Elle tira son miroir de sa poche – à force de la voir faire, Nat pensait qu’il s’agissait d’un tic – et le déplia :
— Eh bien, déjà, je ne me vois pas sans Philémon.
Nat regarda le miroir. Puis Ada. Puis le miroir de nouveau.
— Voulez-vous dire littéralement ?
— Je ne sais pas comment c’est censé fonctionner, votre histoire de châtiment que la personne maudite s’inflige à elle-même, en tout cas il m’arrive ça. Je ne peux voir mon reflet que s’il se trouve à proximité.
Il y réfléchit.
— Vous me disiez tout à l’heure ne pas sentir les autres Illusionnistes. Peut-être avez-vous tout de même appris à percevoir Philémon, et votre inconscient vous signale sa présence à l’aide des reflets.
— Ça vous paraît logique ? Tant mieux. J’y ai pensé et en réalité je ne suis pas sûre de vouloir lever cette malédiction-là.
Nathanaël s’empêcha de répondre trop vite.
— Je suppose que cela peut s’avérer utile, même si peu pratique au quotidien.
— Moi aussi. Et j’ai plus urgent.
Elle chercha autour d’elle puis abandonna l’affaire.
— Il n’y a rien ici qui puisse servir d’exemple mais la nourriture me dégoûte.
— Tous les plats ?
— Tous. J’ai beaucoup de mal à manger. Il m’a interdit de vivre sans lui, vous comprenez ? Arrêter de m’alimenter signerait ma mort, ça paraît coller, non ?
— Alors là. Les Illusions sont censées agir sur la vue, pas l’appétit : il faudra que j’étudie ce qui vous arrive à notre prochain repas.
— Et la dernière…
— Il y en a encore ?
— J’ai fait six fausses couches en trois ans.
Nathanaël, en bon maître de maison, disposait d’un Plan de Gestion des Fausses Couches à l’attention de ses gens en mesure d’en faire, sa cousine Églantine donc. Il paraissait bien inadéquat, aujourd’hui. À sa mise en place manquait l’amitié qui existait entre le seigneur et sa demoiselle. Il tenta tout de même :
— Madame Rousseau-Stiegsen, je suis ulcéré que l’art des Illusions ait pu servir à vous nier la maternité. Au nom de la Tour éternelle, je vous présente mes plus plates excuses.

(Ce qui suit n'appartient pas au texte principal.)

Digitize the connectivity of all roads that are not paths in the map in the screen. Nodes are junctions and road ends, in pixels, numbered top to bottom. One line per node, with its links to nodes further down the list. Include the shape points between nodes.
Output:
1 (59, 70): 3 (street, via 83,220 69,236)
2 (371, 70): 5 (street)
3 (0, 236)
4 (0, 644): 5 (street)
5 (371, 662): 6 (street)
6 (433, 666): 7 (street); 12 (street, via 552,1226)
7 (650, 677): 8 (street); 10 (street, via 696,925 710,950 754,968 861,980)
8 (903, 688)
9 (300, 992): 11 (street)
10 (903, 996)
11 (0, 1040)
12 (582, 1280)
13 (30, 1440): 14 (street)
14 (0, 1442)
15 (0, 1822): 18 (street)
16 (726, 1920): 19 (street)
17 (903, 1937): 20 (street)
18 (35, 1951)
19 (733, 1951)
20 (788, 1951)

Ada cligna des yeux avant de rétorquer :
— J’oubliais que vous êtes bizarres avec votre descendance. Encore une fois, Luz…
— Vous ne voulez pas de ma pitié, je l’ai compris.

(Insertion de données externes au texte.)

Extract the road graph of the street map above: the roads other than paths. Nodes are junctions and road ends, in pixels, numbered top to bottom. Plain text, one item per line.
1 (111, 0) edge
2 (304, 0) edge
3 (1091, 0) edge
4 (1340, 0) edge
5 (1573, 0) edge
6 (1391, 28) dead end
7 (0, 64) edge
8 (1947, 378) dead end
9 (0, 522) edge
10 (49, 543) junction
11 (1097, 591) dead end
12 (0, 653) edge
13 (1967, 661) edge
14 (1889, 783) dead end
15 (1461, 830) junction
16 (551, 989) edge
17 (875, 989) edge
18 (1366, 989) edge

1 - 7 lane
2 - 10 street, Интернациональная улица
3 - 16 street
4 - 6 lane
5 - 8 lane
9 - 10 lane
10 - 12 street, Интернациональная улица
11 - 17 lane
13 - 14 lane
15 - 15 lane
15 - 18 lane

— Oui, et surtout : je suis mère.
Nat accusa réception de l’erratum. L’adoption constituait un sujet difficile, dans la Tour. Ada haussa les épaules.
— Si nous avions la chance que Philémon pense de même, il n’aurait pas essayé d’enlever Olivia.

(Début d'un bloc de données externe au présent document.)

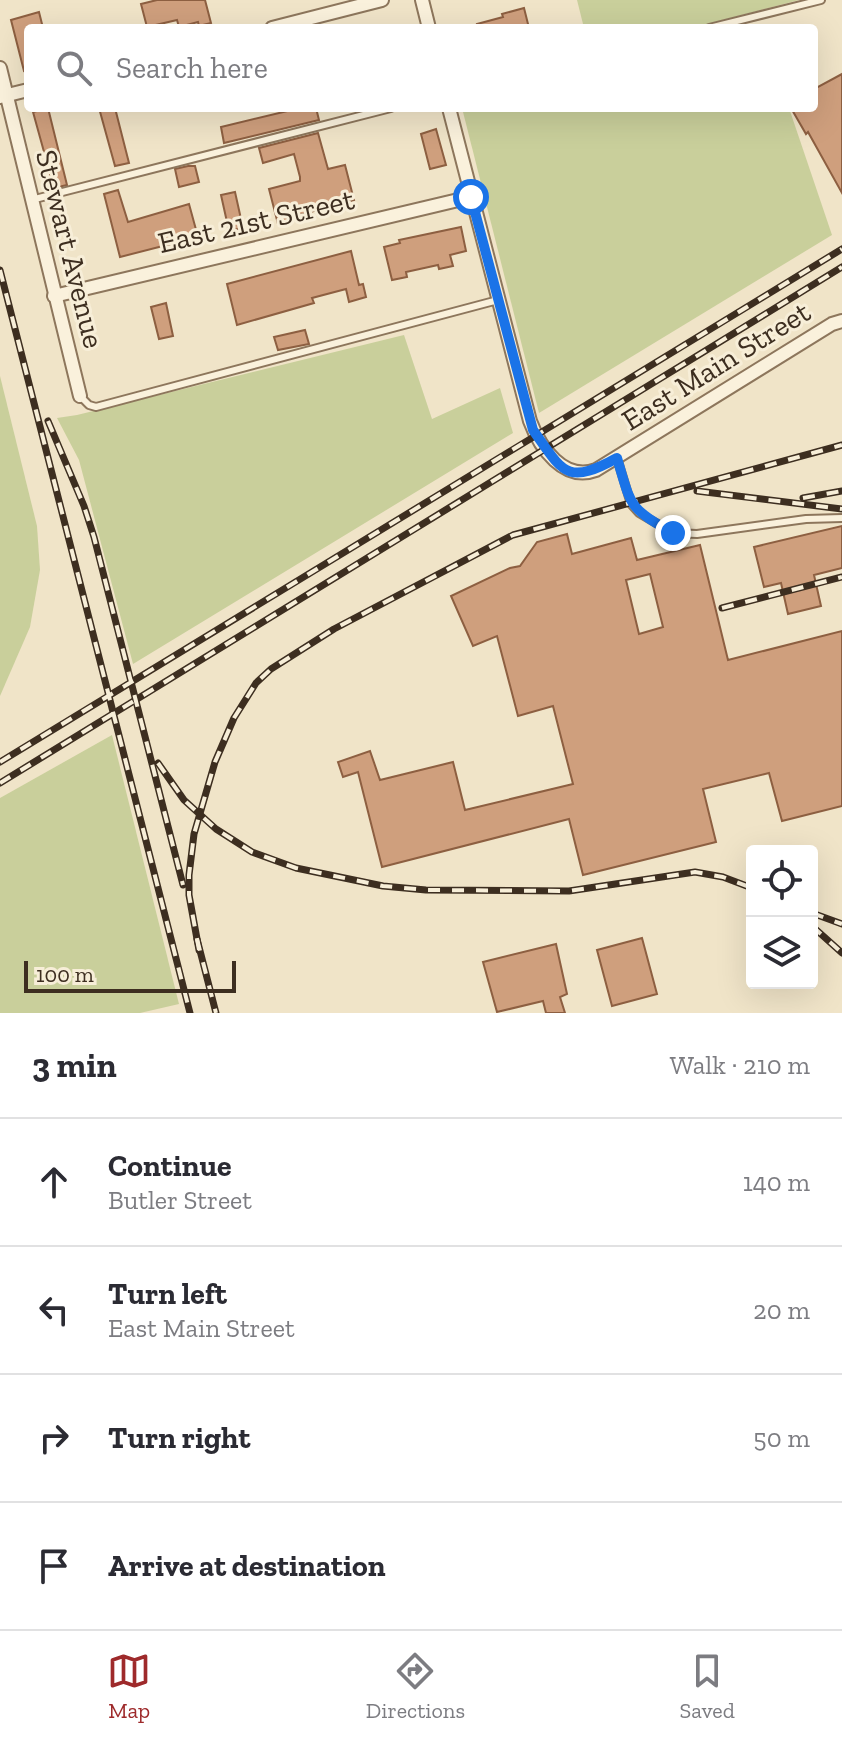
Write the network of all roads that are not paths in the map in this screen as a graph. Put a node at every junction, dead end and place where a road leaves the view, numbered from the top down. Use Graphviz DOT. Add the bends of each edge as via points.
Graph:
graph roads {
  1 [pos="382,0"];
  2 [pos="422,0"];
  3 [pos="821,0"];
  4 [pos="288,24"];
  5 [pos="428,24"];
  6 [pos="725,24"];
  7 [pos="0,68"];
  8 [pos="24,91"];
  9 [pos="4,96"];
  10 [pos="375,112"];
  11 [pos="450,112"];
  12 [pos="471,197"];
  13 [pos="31,200"];
  14 [pos="54,296"];
  15 [pos="498,300"];
  16 [pos="842,321"];
  17 [pos="80,396"];
  18 [pos="617,458"];
  19 [pos="842,518"];
  1 -- 4 [label="street"];
  2 -- 5 [label="street"];
  3 -- 6 [label="lane"];
  7 -- 9 [label="street, Stewart Avenue"];
  8 -- 9 [label="street"];
  9 -- 13 [label="street, Stewart Avenue"];
  10 -- 13 [label="lane"];
  11 -- 12 [label="street"];
  12 -- 14 [label="street, East 21st Street"];
  12 -- 15 [label="street"];
  13 -- 14 [label="street, Stewart Avenue"];
  14 -- 17 [label="street, Stewart Avenue"];
  15 -- 17 [label="lane" via="96,407"];
  15 -- 18 [label="street, East Main Street" via="533,430 556,462 586,473"];
  16 -- 18 [label="street, East Main Street"];
  18 -- 19 [label="lane" via="631,504 673,533"];
}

— À propos d’un sujet si grave, si vous me permettez une remarque trop légère : je n’ai pas le moindre début d’idée de comment une manipulation de votre vue peut influencer votre matrice.
— Luz. Pour l’amour de Sélène. Vivez avec votre époque, ça s’appelle un utérus.
Ada se redressa. Le nez en l’air, adossée au mur, elle lâcha d’un coup :
— De toute manière, qui sait ce que sont les Illusions au juste ?
Nathanaël sentit son cœur s’accélérer. La perspective de la discussion philosophique lui déchira le visage d’un sourire.